If you approve access for site circleci.com
, then the Web service
(in this cases GitHub)
would add an access control entry to your account that indicated that
the other site (in this case circleci.com
could make requests on your behalf. Of course, then it
to actually enforce those rules, which is where
things get a little bit tricky. This is done using either
the Referer
header or the newer Origin
header to determine which site is making the request. The service then
looks that up against the access control list to determine whether to
allow the request or not. Neither of these headers can normally
be controlled by the attacker (they are on the forbidden header list of headers which
JS cannot modify)
and therefore can be trusted by the server (remember, that you're
worried about attack by a site, not by the user, who can of
course make their browser do whatever they want).
The major drawback of using Referer
or Origin
in this
way is that they are sometimes missing and the checks can be
tricky to get right
in which case you will inadvertently deny service to
a legitimate client. As far as I can tell, however, they fail
"safe" in that if you implement them correctly
you won't accidentally give access to someone who should not have
access.[3]
From one perspective, JSONP solves our problem: it lets us make
cross-origin API requests. In principle, we probably could build
everything we want with JSONP, but in practice it's a seriously
clunky mechanism—especially the part where we
inject<script>
tags into the DOM—that takes a huge amount of care to use correctly,
and has big risks if used incorrectly.

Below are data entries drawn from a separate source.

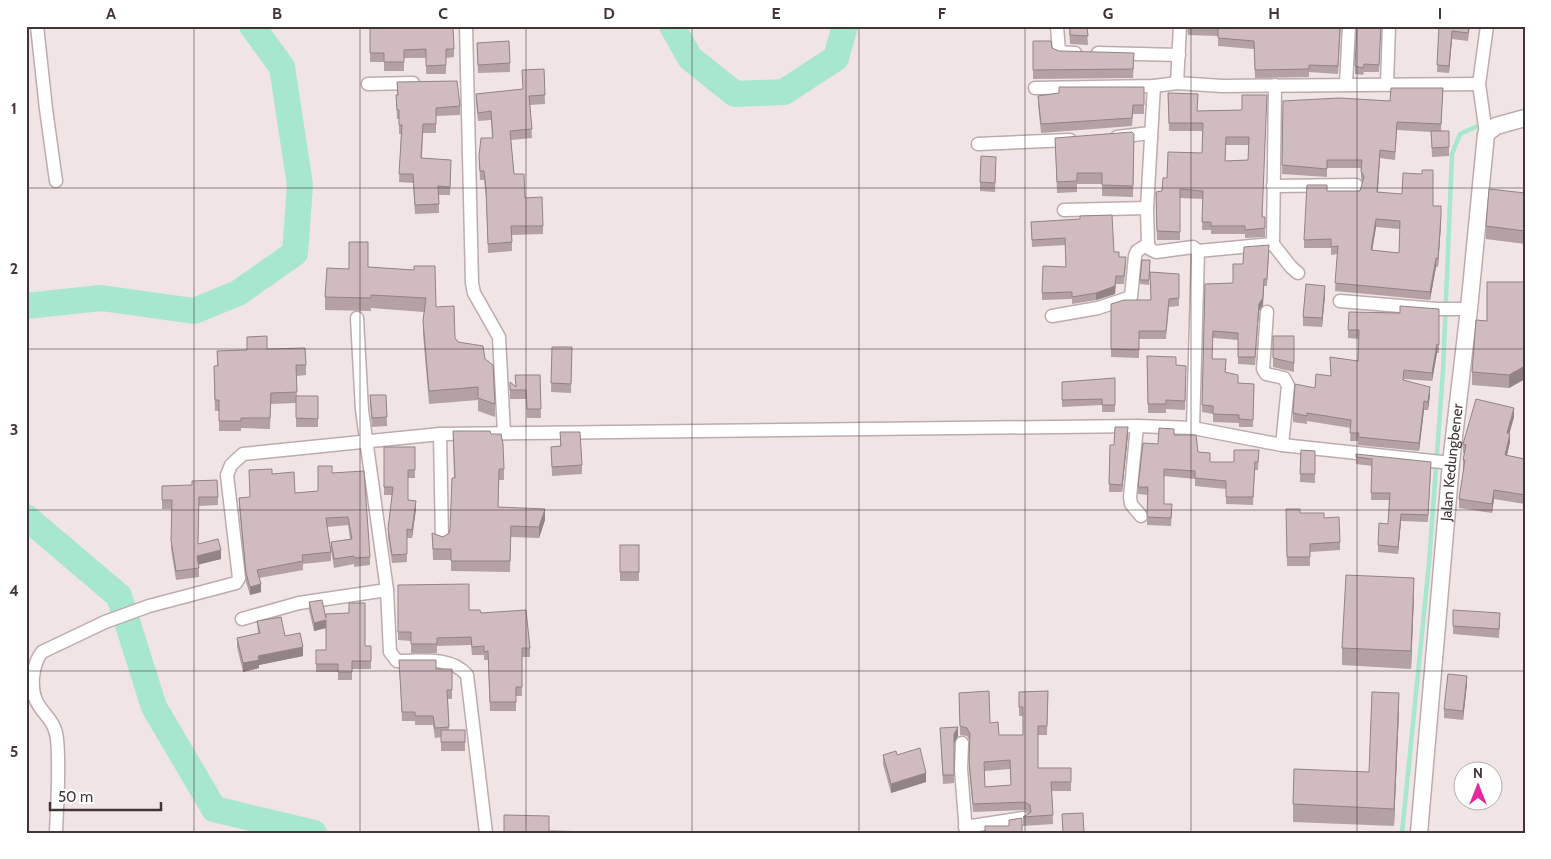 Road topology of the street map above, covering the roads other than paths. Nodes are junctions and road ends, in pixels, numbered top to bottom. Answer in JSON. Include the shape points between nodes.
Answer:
{"nodes":[{"id":1,"x":37,"y":26,"type":"edge"},
{"id":2,"x":466,"y":26,"type":"edge"},
{"id":3,"x":1057,"y":26,"type":"edge"},
{"id":4,"x":1180,"y":26,"type":"edge"},
{"id":5,"x":1349,"y":26,"type":"edge"},
{"id":6,"x":1389,"y":26,"type":"edge"},
{"id":7,"x":1487,"y":26,"type":"edge"},
{"id":8,"x":1179,"y":55,"type":"junction"},
{"id":9,"x":428,"y":82,"type":"edge"},
{"id":10,"x":1177,"y":83,"type":"junction"},
{"id":11,"x":368,"y":84,"type":"dead end"},
{"id":12,"x":1346,"y":84,"type":"junction"},
{"id":13,"x":1387,"y":84,"type":"junction"},
{"id":14,"x":1479,"y":84,"type":"junction"},
{"id":15,"x":1275,"y":85,"type":"junction"},
{"id":16,"x":1154,"y":86,"type":"junction"},
{"id":17,"x":1035,"y":88,"type":"dead end"},
{"id":18,"x":1525,"y":118,"type":"edge"},
{"id":19,"x":1485,"y":131,"type":"junction"},
{"id":20,"x":1150,"y":133,"type":"junction"},
{"id":21,"x":1103,"y":138,"type":"edge"},
{"id":22,"x":1084,"y":139,"type":"edge"},
{"id":23,"x":978,"y":144,"type":"dead end"},
{"id":24,"x":56,"y":181,"type":"dead end"},
{"id":25,"x":1356,"y":185,"type":"dead end"},
{"id":26,"x":1273,"y":186,"type":"junction"},
{"id":27,"x":1147,"y":208,"type":"junction"},
{"id":28,"x":1064,"y":210,"type":"dead end"},
{"id":29,"x":1148,"y":244,"type":"junction"},
{"id":30,"x":1273,"y":244,"type":"junction"},
{"id":31,"x":1198,"y":251,"type":"junction"},
{"id":32,"x":1298,"y":273,"type":"dead end"},
{"id":33,"x":1340,"y":301,"type":"dead end"},
{"id":34,"x":1469,"y":309,"type":"junction"},
{"id":35,"x":1267,"y":312,"type":"dead end"},
{"id":36,"x":1052,"y":316,"type":"dead end"},
{"id":37,"x":357,"y":318,"type":"dead end"},
{"id":38,"x":1138,"y":426,"type":"junction"},
{"id":39,"x":1193,"y":428,"type":"junction"},
{"id":40,"x":504,"y":433,"type":"junction"},
{"id":41,"x":440,"y":434,"type":"junction"},
{"id":42,"x":367,"y":442,"type":"junction"},
{"id":43,"x":1282,"y":445,"type":"junction"},
{"id":44,"x":1448,"y":462,"type":"junction"},
{"id":45,"x":1141,"y":516,"type":"dead end"},
{"id":46,"x":442,"y":540,"type":"edge"},
{"id":47,"x":386,"y":590,"type":"junction"},
{"id":48,"x":242,"y":619,"type":"dead end"},
{"id":49,"x":962,"y":743,"type":"dead end"},
{"id":50,"x":1023,"y":818,"type":"edge"},
{"id":51,"x":965,"y":830,"type":"edge"},
{"id":52,"x":56,"y":833,"type":"edge"},
{"id":53,"x":486,"y":833,"type":"edge"},
{"id":54,"x":1419,"y":833,"type":"edge"}],
"edges":[{"from":1,"to":24,"type":"street"},
{"from":2,"to":40,"type":"street","via":[[463,81],[472,283],[474,293],[499,337]]},
{"from":3,"to":8,"type":"street","via":[[1059,52]]},
{"from":4,"to":8,"type":"street"},
{"from":5,"to":12,"type":"street"},
{"from":6,"to":13,"type":"street"},
{"from":7,"to":14,"type":"street"},
{"from":8,"to":10,"type":"street"},
{"from":9,"to":11,"type":"street"},
{"from":10,"to":15,"type":"street"},
{"from":10,"to":16,"type":"street"},
{"from":12,"to":13,"type":"street"},
{"from":12,"to":15,"type":"street"},
{"from":13,"to":14,"type":"street"},
{"from":14,"to":19,"type":"street"},
{"from":15,"to":26,"type":"street"},
{"from":16,"to":17,"type":"street"},
{"from":16,"to":20,"type":"street"},
{"from":18,"to":19,"type":"street"},
{"from":19,"to":34,"type":"street","name":"Jalan Kedungbener"},
{"from":20,"to":21,"type":"street"},
{"from":20,"to":27,"type":"street"},
{"from":22,"to":23,"type":"street"},
{"from":25,"to":26,"type":"street"},
{"from":26,"to":30,"type":"street"},
{"from":27,"to":28,"type":"street"},
{"from":27,"to":29,"type":"street"},
{"from":29,"to":31,"type":"street","via":[[1156,252],[1193,247]]},
{"from":29,"to":36,"type":"street","via":[[1135,256],[1131,297],[1098,308]]},
{"from":30,"to":31,"type":"street"},
{"from":30,"to":32,"type":"street","via":[[1290,268]]},
{"from":31,"to":39,"type":"street"},
{"from":33,"to":34,"type":"street"},
{"from":34,"to":44,"type":"street","name":"Jalan Kedungbener"},
{"from":35,"to":43,"type":"street","via":[[1263,369],[1266,374],[1284,378],[1288,386]]},
{"from":37,"to":42,"type":"street"},
{"from":38,"to":39,"type":"street"},
{"from":38,"to":40,"type":"street"},
{"from":38,"to":45,"type":"street","via":[[1130,497],[1131,504]]},
{"from":39,"to":43,"type":"street"},
{"from":40,"to":41,"type":"street"},
{"from":41,"to":42,"type":"street"},
{"from":41,"to":46,"type":"street"},
{"from":42,"to":47,"type":"street"},
{"from":42,"to":52,"type":"street","via":[[243,454],[226,475],[238,581],[105,622],[38,656],[32,694],[56,732]]},
{"from":43,"to":44,"type":"street"},
{"from":44,"to":54,"type":"street","name":"Jalan Kedungbener"},
{"from":47,"to":48,"type":"street","via":[[299,603]]},
{"from":47,"to":53,"type":"street","via":[[392,657],[397,661],[439,661],[467,675]]},
{"from":49,"to":51,"type":"street"},
{"from":50,"to":51,"type":"street"}]}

A lot of that can be hidden
with libraries but we still know it's there.
With that said, many
big sites (e.g., Google, Twitter, LinkedIn, etc.) deployed JSONP
APIs which just shows how useful a capability it is. What we needed
was a mechanism that did much the same thing but was simpler and
safer. This brings us to CORS.
CORS #
The basic idea behind CORS is that it allows the site from which the resource is being retrieved to make limited exceptions to the same-origin policy.
Simple Requests #
The simplest version of CORS allows the API-using site to
read back the results of its cross-origin requests, which, you'll
recall, is normally forbidden. In order to allow this, the server
sends back an Access-Control-Allow-Origin
header listing the origin that is allowed to read back the data.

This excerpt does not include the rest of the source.